Observation data Epoch J2000 Equinox ICRS
- Constellation: Perseus
- Right ascension: 03^{h} 45^{m} 11.63204^{s}
- Declination: +42° 34′ 42.7829″
- Apparent magnitude (V): 3.80

Characteristics
- Spectral type: F5II
- U−B color index: +0.28
- B−V color index: +0.42
- Variable type: suspected

Astrometry
- Radial velocity (R_{v}): −12.10 km/s
- Proper motion (μ): RA: −14.45 mas/yr Dec.: +2.53 mas/yr
- Parallax (π): 5.86±0.22 mas
- Distance: 560 ± 20 ly (171 ± 6 pc)
- Absolute magnitude (M_{V}): −2.39

Details
- Mass: 5.01 M_{☉}
- Radius: 20.62+1.72 −1.76 R_{☉}
- Luminosity: 603.6±41.2 L_{☉}
- Surface gravity (log g): 3.04 cgs
- Temperature: 6,300+287 −158 K
- Metallicity [Fe/H]: +0.41 dex
- Rotational velocity (v sin i): 48.9 km/s
- Age: 109 Myr
- Other designations: ν Per, 41 Persei, NSV 1261, BD+42°815, FK5 134, GC 4474, HD 23230, HIP 17529, HR 1135, SAO 39078, CCDM J03452+4235A, WDS J03452+4235A

Database references
- SIMBAD: data

= Nu Persei =

Yellow-white hued star in the constellation Perseus

ν Persei, Latinized as Nu Persei, is a single star and a suspected variable in the northern constellation of Perseus. It has a yellow-white hue and is visible to the naked eye with an apparent visual magnitude of 3.80. This object is located approximately 560 light-years from the Sun based on parallax but is drifting closer with a radial velocity of −12 km/s.
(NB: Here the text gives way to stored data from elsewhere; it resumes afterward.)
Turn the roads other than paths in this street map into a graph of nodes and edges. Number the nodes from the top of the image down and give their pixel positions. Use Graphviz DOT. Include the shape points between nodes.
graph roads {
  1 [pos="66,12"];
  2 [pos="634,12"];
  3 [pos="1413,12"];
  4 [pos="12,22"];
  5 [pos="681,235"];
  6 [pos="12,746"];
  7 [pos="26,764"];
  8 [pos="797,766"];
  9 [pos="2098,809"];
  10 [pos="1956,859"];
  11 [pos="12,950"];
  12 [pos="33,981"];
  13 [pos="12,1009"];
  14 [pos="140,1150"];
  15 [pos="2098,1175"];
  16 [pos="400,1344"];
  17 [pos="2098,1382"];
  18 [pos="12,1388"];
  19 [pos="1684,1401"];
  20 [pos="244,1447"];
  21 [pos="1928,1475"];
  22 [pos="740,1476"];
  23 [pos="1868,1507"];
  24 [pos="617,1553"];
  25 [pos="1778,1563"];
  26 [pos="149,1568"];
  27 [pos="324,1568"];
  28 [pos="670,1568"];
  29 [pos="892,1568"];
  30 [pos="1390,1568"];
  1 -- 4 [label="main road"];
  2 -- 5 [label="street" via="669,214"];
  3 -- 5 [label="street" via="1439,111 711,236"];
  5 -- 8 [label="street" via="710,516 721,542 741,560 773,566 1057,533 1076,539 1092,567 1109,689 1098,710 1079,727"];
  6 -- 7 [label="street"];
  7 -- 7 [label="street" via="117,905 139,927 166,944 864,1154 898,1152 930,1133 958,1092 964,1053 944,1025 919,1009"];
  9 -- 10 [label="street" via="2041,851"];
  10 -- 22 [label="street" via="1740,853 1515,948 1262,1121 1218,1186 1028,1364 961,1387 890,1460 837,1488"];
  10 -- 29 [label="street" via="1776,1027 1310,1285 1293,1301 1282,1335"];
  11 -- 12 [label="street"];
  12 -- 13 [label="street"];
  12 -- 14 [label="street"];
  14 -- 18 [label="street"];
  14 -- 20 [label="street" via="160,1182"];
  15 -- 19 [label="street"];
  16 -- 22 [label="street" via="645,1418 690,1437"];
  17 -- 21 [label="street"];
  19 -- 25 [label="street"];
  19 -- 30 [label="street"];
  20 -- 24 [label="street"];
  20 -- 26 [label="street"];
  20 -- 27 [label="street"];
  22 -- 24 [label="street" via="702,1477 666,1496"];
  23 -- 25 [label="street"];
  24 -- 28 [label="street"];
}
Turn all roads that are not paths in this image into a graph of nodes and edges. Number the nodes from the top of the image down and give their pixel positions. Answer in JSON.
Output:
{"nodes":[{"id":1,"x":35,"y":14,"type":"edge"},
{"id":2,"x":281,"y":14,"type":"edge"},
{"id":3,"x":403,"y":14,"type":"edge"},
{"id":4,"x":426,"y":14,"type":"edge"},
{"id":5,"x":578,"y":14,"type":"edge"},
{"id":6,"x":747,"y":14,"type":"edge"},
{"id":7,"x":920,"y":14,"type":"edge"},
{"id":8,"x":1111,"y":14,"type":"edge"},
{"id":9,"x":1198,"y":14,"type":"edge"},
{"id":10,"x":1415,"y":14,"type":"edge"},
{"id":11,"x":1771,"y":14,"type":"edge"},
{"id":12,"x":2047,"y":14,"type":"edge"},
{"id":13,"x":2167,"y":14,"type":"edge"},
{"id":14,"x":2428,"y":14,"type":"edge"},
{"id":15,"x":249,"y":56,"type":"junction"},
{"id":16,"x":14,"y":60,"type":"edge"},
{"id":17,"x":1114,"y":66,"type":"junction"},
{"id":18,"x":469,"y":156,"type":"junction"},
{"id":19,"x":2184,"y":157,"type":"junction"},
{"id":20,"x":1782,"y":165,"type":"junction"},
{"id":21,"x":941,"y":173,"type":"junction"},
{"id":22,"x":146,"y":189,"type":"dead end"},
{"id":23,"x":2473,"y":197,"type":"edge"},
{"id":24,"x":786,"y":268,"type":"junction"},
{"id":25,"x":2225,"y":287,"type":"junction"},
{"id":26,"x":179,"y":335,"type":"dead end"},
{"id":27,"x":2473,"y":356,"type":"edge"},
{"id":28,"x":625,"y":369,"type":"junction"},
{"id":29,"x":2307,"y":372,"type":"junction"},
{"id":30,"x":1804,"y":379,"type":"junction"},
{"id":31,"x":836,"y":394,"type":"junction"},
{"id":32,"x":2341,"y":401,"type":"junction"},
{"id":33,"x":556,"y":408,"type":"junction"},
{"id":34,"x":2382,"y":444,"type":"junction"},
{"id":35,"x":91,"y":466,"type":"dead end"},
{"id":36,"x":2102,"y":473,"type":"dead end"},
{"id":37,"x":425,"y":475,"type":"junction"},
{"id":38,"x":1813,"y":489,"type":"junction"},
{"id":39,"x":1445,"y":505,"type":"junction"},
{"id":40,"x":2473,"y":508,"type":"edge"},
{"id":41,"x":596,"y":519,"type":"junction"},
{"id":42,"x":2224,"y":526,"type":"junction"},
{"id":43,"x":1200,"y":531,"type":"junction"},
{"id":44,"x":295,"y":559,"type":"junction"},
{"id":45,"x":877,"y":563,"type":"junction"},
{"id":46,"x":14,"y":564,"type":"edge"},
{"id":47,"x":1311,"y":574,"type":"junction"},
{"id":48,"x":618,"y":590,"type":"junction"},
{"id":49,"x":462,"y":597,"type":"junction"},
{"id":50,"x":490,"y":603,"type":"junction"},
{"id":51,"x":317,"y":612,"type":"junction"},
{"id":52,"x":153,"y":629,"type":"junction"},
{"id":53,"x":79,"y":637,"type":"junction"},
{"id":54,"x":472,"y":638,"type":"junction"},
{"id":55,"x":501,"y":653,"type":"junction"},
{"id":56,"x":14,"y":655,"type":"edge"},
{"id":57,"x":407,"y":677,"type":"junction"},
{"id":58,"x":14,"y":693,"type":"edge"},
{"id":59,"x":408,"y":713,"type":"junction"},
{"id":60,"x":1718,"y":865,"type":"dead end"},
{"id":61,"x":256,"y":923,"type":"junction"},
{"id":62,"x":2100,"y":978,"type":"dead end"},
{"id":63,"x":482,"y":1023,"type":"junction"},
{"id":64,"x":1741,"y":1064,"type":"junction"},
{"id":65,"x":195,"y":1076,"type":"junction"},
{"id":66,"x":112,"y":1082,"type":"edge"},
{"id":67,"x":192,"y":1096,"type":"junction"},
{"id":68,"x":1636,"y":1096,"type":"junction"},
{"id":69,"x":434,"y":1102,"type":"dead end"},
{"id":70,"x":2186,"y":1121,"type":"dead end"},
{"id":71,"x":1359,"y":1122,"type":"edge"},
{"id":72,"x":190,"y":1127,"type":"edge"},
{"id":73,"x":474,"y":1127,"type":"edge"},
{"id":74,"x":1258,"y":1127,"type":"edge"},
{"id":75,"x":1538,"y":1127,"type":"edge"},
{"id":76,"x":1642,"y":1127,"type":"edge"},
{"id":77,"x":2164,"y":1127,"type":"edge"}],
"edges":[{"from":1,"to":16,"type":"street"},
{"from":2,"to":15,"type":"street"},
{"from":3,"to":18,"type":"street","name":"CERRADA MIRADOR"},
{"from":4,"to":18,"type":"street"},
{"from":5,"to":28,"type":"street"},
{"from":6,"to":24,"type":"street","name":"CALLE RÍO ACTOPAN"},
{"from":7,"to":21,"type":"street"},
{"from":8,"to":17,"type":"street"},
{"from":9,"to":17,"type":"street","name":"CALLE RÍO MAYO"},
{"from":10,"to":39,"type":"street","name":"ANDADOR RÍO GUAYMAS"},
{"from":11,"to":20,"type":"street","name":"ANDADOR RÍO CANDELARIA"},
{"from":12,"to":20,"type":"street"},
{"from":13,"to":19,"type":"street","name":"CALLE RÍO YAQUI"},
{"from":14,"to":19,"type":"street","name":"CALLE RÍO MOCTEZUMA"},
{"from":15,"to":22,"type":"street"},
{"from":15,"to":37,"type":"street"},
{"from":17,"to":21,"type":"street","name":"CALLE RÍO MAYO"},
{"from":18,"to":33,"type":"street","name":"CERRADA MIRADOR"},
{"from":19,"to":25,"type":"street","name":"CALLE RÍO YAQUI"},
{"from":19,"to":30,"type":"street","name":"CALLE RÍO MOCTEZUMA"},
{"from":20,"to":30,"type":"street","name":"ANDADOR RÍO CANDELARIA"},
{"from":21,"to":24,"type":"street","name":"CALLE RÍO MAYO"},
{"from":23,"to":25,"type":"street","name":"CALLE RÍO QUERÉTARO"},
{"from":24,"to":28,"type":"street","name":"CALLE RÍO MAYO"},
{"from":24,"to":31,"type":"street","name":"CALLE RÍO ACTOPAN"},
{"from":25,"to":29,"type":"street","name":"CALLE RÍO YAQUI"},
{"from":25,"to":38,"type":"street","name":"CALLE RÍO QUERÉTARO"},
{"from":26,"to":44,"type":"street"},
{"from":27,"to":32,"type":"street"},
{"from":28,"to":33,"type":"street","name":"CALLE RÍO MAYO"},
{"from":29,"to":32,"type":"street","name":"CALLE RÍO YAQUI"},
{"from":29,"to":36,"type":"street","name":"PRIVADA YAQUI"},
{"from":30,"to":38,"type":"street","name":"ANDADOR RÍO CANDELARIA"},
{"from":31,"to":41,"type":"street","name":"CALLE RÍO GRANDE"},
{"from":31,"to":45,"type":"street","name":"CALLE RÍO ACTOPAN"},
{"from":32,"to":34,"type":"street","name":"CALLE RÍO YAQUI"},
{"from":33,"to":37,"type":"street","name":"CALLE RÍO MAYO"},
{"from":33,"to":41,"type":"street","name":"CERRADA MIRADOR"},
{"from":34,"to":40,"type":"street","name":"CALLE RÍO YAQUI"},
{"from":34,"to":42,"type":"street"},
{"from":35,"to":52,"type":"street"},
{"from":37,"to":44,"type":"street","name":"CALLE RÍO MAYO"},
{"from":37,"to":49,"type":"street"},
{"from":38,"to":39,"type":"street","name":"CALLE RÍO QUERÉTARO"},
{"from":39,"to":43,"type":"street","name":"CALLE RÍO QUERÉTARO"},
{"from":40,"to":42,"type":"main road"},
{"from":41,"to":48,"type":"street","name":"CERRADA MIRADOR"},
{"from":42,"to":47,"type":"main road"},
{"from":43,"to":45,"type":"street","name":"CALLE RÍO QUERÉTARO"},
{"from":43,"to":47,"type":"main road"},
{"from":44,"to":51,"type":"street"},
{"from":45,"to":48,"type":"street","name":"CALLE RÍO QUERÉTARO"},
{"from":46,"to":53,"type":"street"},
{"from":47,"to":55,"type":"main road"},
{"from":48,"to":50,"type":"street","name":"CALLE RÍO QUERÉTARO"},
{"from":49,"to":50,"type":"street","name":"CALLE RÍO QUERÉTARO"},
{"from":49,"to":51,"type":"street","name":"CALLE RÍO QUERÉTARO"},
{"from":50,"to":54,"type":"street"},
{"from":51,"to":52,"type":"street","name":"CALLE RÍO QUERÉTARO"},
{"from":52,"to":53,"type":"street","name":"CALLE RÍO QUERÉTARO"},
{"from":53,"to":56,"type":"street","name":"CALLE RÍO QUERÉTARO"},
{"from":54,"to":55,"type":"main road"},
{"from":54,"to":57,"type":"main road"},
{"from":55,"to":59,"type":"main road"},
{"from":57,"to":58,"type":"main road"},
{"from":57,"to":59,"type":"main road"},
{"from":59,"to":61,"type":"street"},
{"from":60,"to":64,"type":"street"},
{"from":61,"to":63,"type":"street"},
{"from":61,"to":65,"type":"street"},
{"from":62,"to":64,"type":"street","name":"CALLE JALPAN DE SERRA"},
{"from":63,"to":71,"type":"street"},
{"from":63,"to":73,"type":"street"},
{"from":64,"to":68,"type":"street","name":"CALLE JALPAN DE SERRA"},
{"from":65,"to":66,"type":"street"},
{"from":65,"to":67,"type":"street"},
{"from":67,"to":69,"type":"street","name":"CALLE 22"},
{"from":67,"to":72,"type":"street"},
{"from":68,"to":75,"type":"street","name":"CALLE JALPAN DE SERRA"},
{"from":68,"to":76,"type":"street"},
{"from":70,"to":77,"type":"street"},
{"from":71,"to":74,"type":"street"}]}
This object is a highly luminous bright giant star with a stellar classification of F5II. It has five times the mass of the Sun but has expanded to around 21 times the Sun's radius. The star has a relatively high rotation rate, spinning with a projected rotational velocity of 48.9 km/s. It is radiating 604 times the luminosity of the Sun from its enlarged photosphere at an effective temperature of 6,300 K.

Several visual companions beside the primary have been recorded. B, with magnitude 12.1 and separation 31.6", has its own companion, E, with magnitude 14.3 and separation 7.7". Additionally, C has magnitude 13.2 and separation 55.7", and D has magnitude 13.8 and separation 22.8".

In traditional Arab astronomy, δ, ν, and ε Persei formed al-ʿaḍud (العضد), "the upper arm" of al-Thurayya.